=== INFORMATION PROVIDED ===

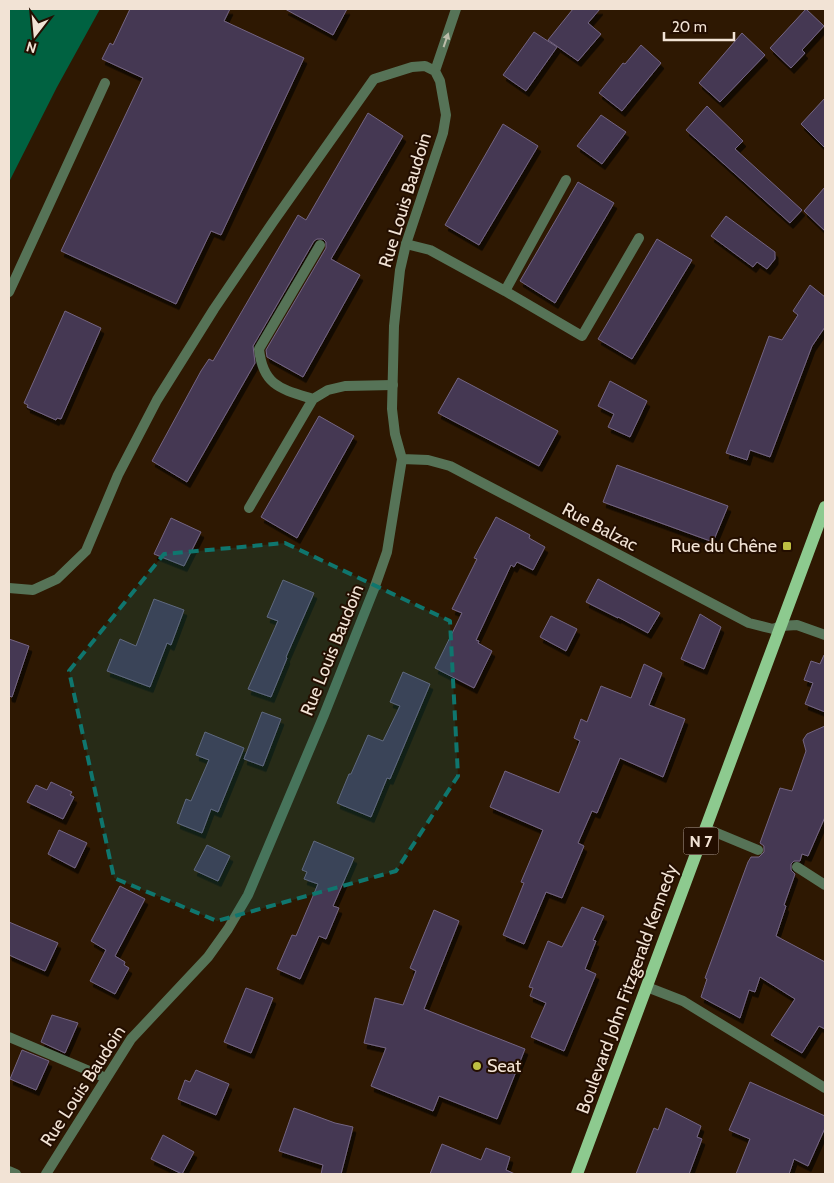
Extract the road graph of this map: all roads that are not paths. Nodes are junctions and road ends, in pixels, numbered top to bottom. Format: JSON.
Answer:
{"nodes":[{"id":1,"x":456,"y":9,"type":"edge"},
{"id":2,"x":435,"y":71,"type":"junction"},
{"id":3,"x":105,"y":83,"type":"dead end"},
{"id":4,"x":566,"y":180,"type":"dead end"},
{"id":5,"x":639,"y":238,"type":"dead end"},
{"id":6,"x":406,"y":244,"type":"junction"},
{"id":7,"x":320,"y":245,"type":"dead end"},
{"id":8,"x":505,"y":291,"type":"junction"},
{"id":9,"x":9,"y":292,"type":"edge"},
{"id":10,"x":393,"y":385,"type":"junction"},
{"id":11,"x":313,"y":399,"type":"junction"},
{"id":12,"x":402,"y":459,"type":"junction"},
{"id":13,"x":825,"y":507,"type":"edge"},
{"id":14,"x":249,"y":508,"type":"dead end"},
{"id":15,"x":9,"y":588,"type":"edge"},
{"id":16,"x":781,"y":626,"type":"junction"},
{"id":17,"x":825,"y":635,"type":"edge"},
{"id":18,"x":706,"y":828,"type":"junction"},
{"id":19,"x":758,"y":850,"type":"dead end"},
{"id":20,"x":797,"y":867,"type":"dead end"},
{"id":21,"x":825,"y":885,"type":"edge"},
{"id":22,"x":647,"y":987,"type":"junction"},
{"id":23,"x":9,"y":1037,"type":"edge"},
{"id":24,"x":106,"y":1078,"type":"junction"},
{"id":25,"x":825,"y":1088,"type":"edge"},
{"id":26,"x":9,"y":1171,"type":"edge"},
{"id":27,"x":16,"y":1174,"type":"edge"},
{"id":28,"x":46,"y":1174,"type":"edge"},
{"id":29,"x":577,"y":1174,"type":"edge"}],
"edges":[{"from":2,"to":1,"type":"street","one_way":true},
{"from":2,"to":6,"type":"street","name":"Rue Louis Baudoin"},
{"from":2,"to":15,"type":"street"},
{"from":3,"to":9,"type":"street"},
{"from":4,"to":8,"type":"street"},
{"from":5,"to":8,"type":"street"},
{"from":6,"to":8,"type":"street"},
{"from":6,"to":10,"type":"street","name":"Rue Louis Baudoin"},
{"from":7,"to":11,"type":"street"},
{"from":10,"to":11,"type":"street"},
{"from":10,"to":12,"type":"street","name":"Rue Louis Baudoin"},
{"from":11,"to":14,"type":"street"},
{"from":12,"to":16,"type":"street","name":"Rue Balzac"},
{"from":12,"to":24,"type":"street","name":"Rue Louis Baudoin"},
{"from":13,"to":16,"type":"main road","name":"Boulevard John Fitzgerald Kennedy","number":"N 7"},
{"from":16,"to":17,"type":"street"},
{"from":16,"to":18,"type":"main road","name":"Boulevard John Fitzgerald Kennedy","number":"N 7"},
{"from":18,"to":19,"type":"street"},
{"from":18,"to":22,"type":"main road","name":"Boulevard John Fitzgerald Kennedy","number":"N 7"},
{"from":20,"to":21,"type":"street"},
{"from":22,"to":25,"type":"street"},
{"from":22,"to":29,"type":"main road","name":"Boulevard John Fitzgerald Kennedy","number":"N 7"},
{"from":23,"to":24,"type":"street"},
{"from":24,"to":28,"type":"street","name":"Rue Louis Baudoin"},
{"from":26,"to":27,"type":"street"}]}
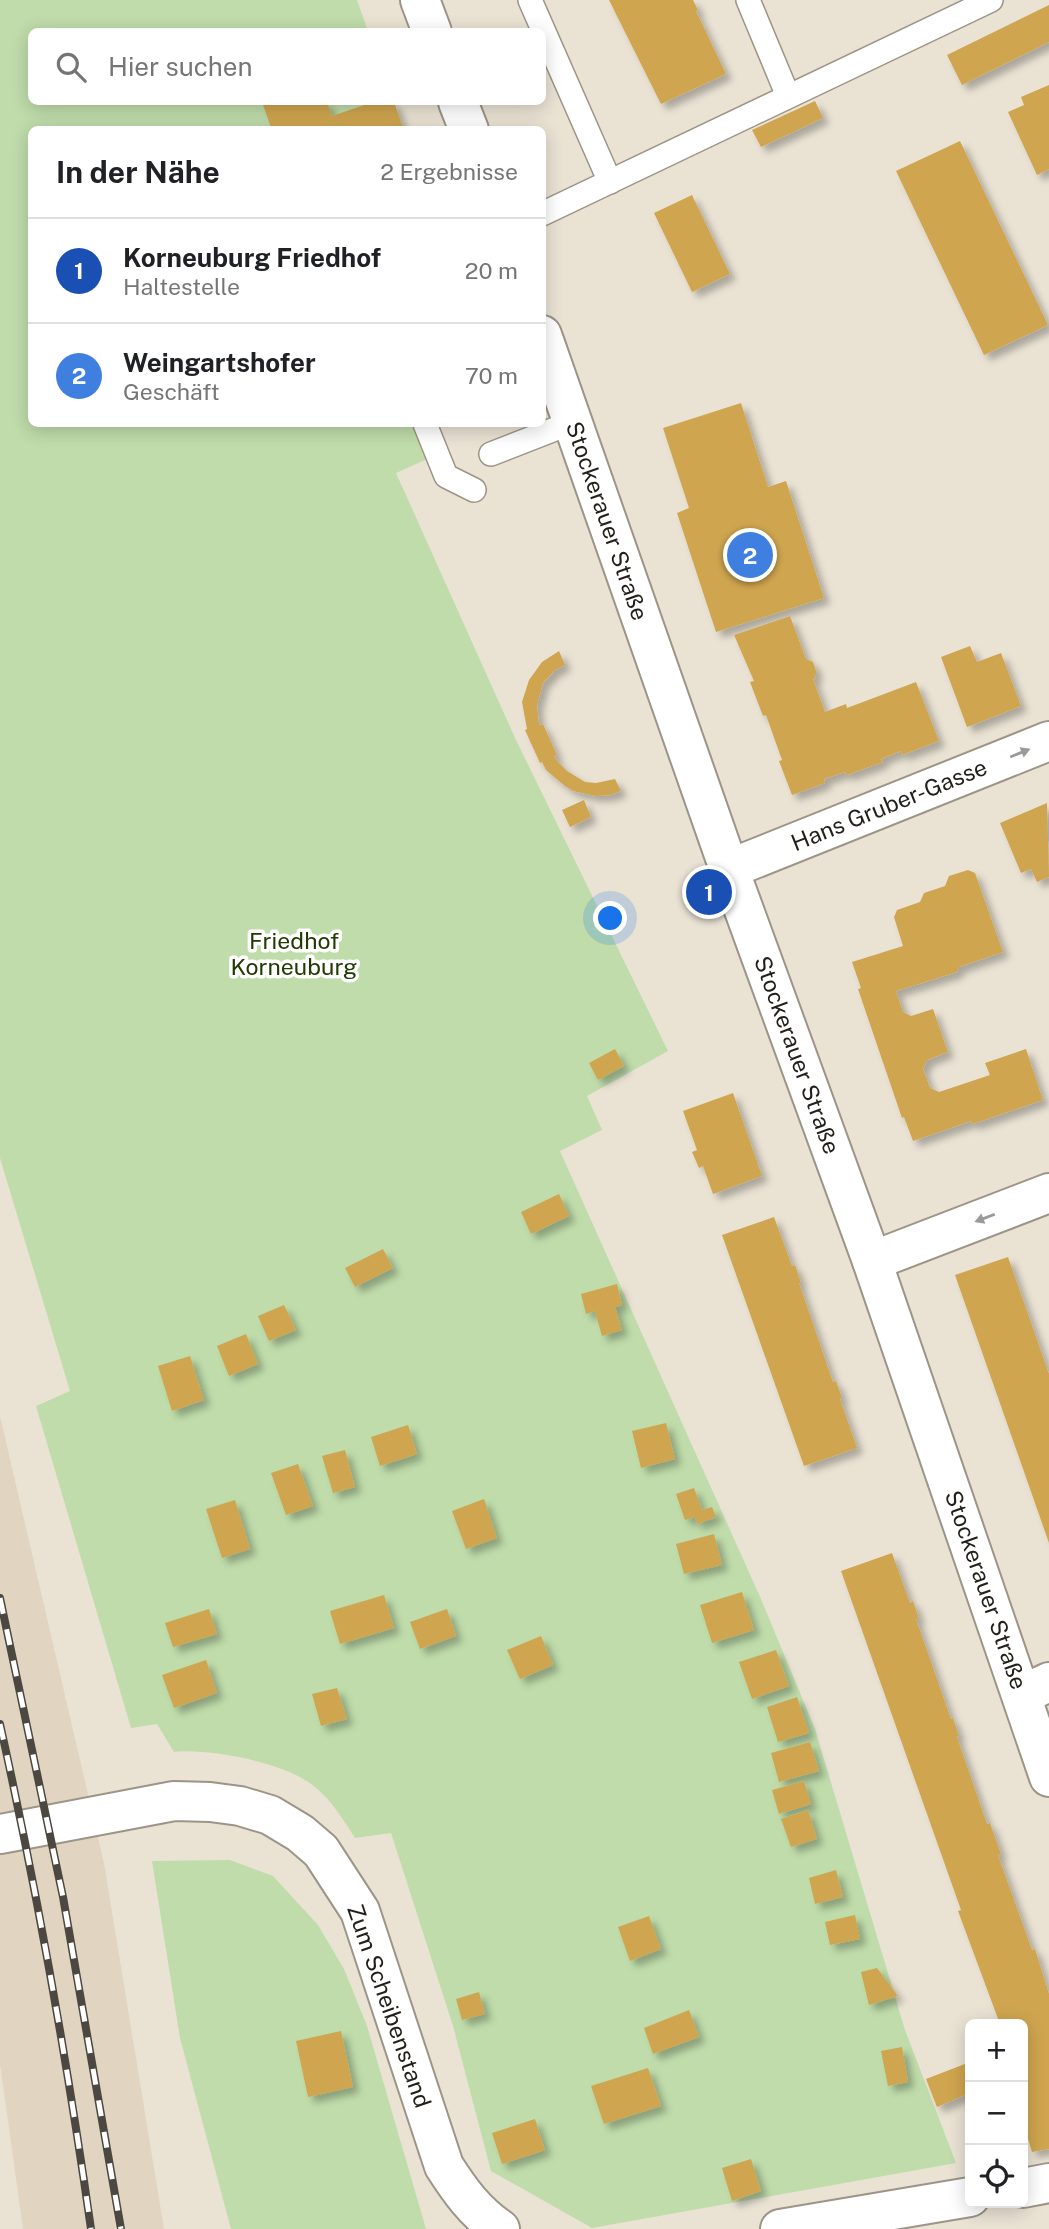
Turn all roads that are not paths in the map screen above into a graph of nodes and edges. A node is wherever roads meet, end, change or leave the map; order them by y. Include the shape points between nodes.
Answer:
1 (421, 0) edge
2 (530, 0) edge
3 (748, 0) edge
4 (991, 0) edge
5 (431, 28) edge
6 (542, 28) edge
7 (546, 36) edge
8 (788, 96) junction
9 (459, 105) edge
10 (467, 126) edge
11 (610, 182) junction
12 (546, 212) edge
13 (546, 346) edge
14 (573, 422) junction
15 (426, 427) edge
16 (491, 454) dead end
17 (474, 490) dead end
18 (1049, 741) edge
19 (729, 869) junction
20 (1049, 1194) edge
21 (872, 1261) junction
22 (1035, 1688) edge
23 (1049, 1777) edge
24 (0, 1834) edge
25 (1049, 2183) edge
26 (1028, 2187) edge
27 (965, 2198) edge
28 (500, 2229) edge
29 (780, 2229) edge

1 - 5 main road
2 - 6 lane
3 - 8 lane
4 - 8 lane
7 - 11 lane
8 - 11 lane
9 - 10 main road
11 - 12 lane
13 - 14 main road, Stockerauer Straße
14 - 16 lane
14 - 19 main road, Stockerauer Straße
15 - 17 lane via 446,476
19 -> 18 main road, Hans Gruber-Gasse
19 - 21 main road, Stockerauer Straße
20 -> 21 main road
21 - 22 main road, Stockerauer Straße
22 - 23 main road, Stockerauer Straße
24 - 28 main road, Zum Scheibenstand via 174,1801 240,1806 270,1815 300,1833 321,1851 360,1911 444,2165 461,2194
25 - 26 main road
27 - 29 main road

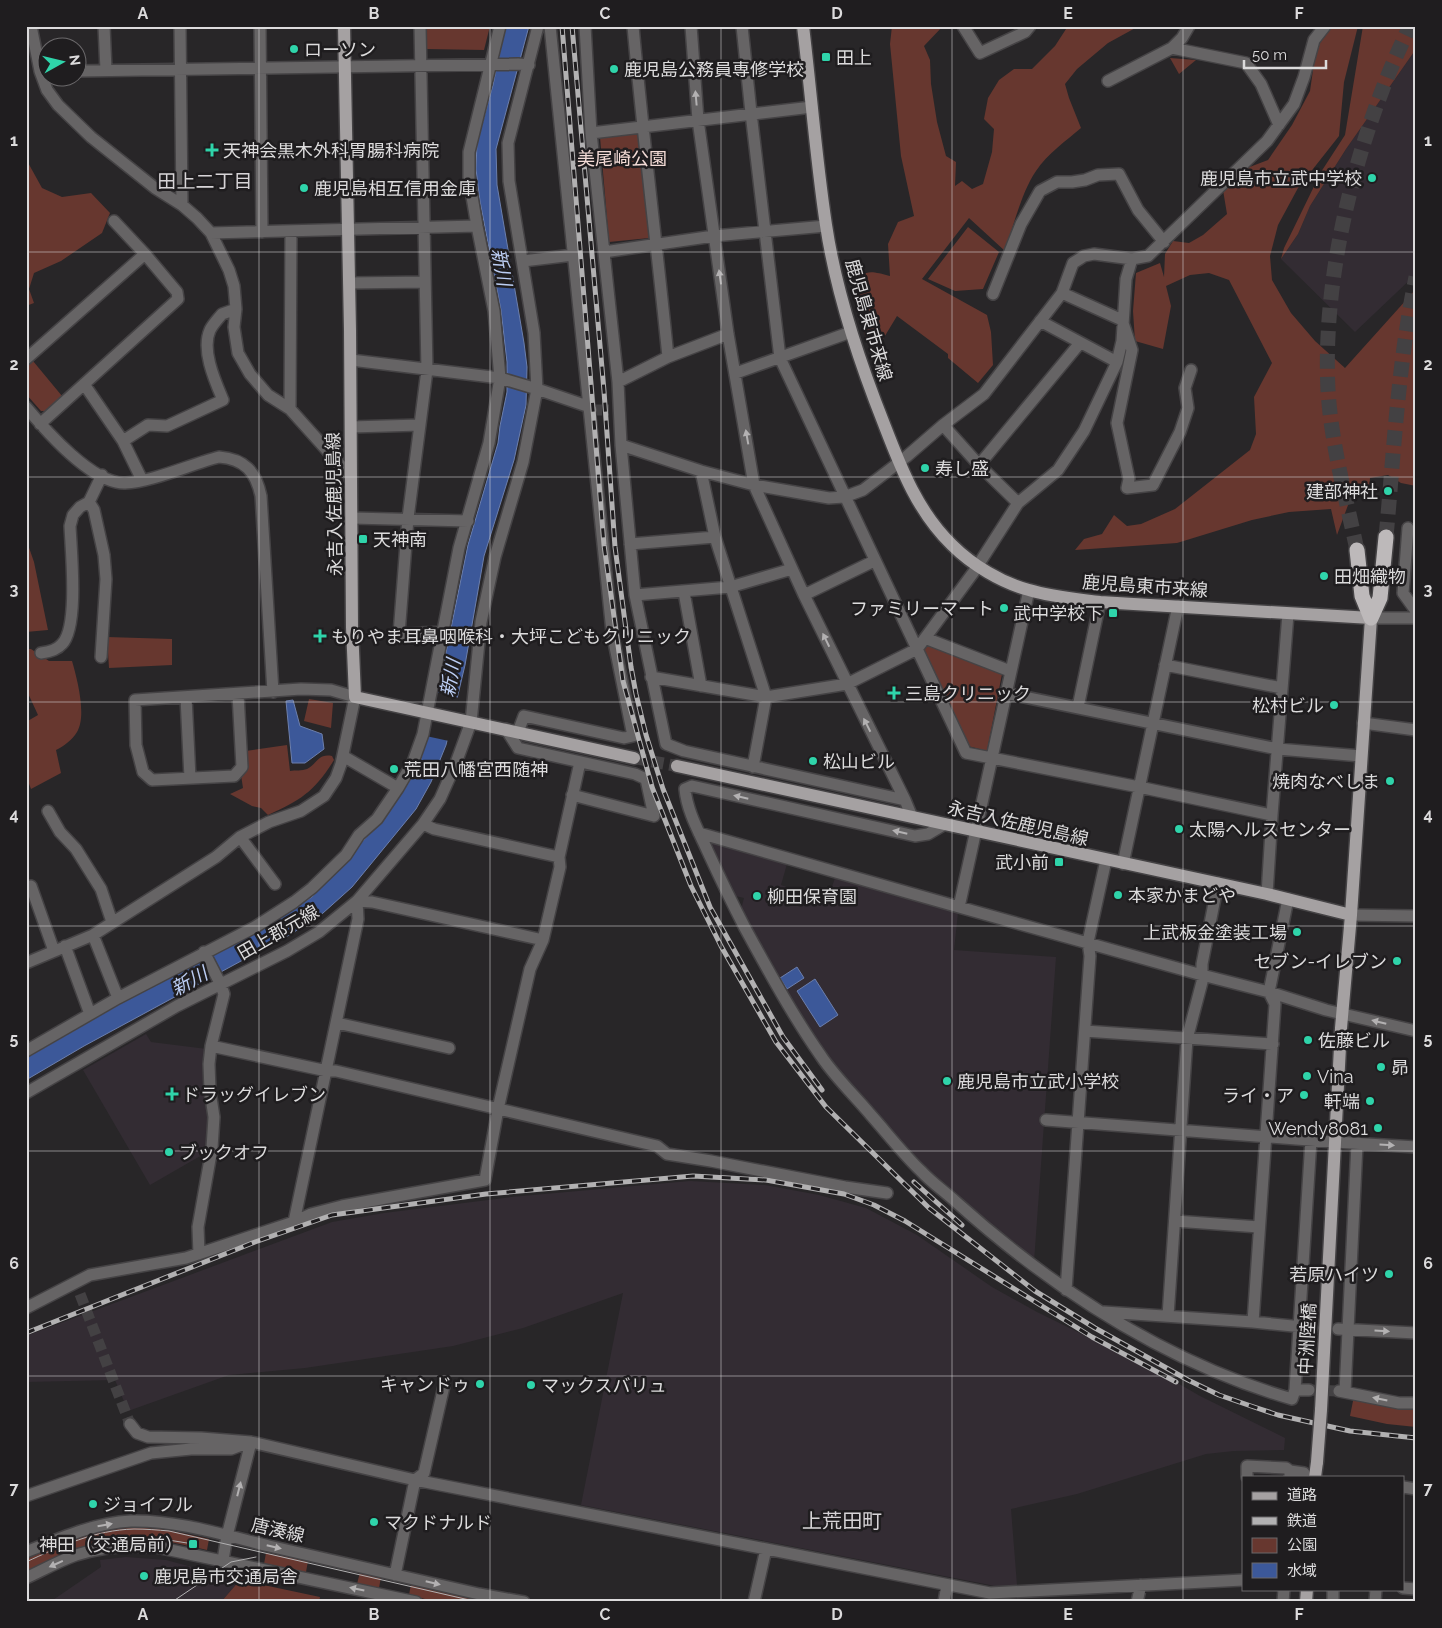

===

YOUR ASSIGNMENT: Take each line of the material that contains the word "Straße" and list it.

RESULT:
13 - 14 main road, Stockerauer Straße
14 - 19 main road, Stockerauer Straße
19 - 21 main road, Stockerauer Straße
21 - 22 main road, Stockerauer Straße
22 - 23 main road, Stockerauer Straße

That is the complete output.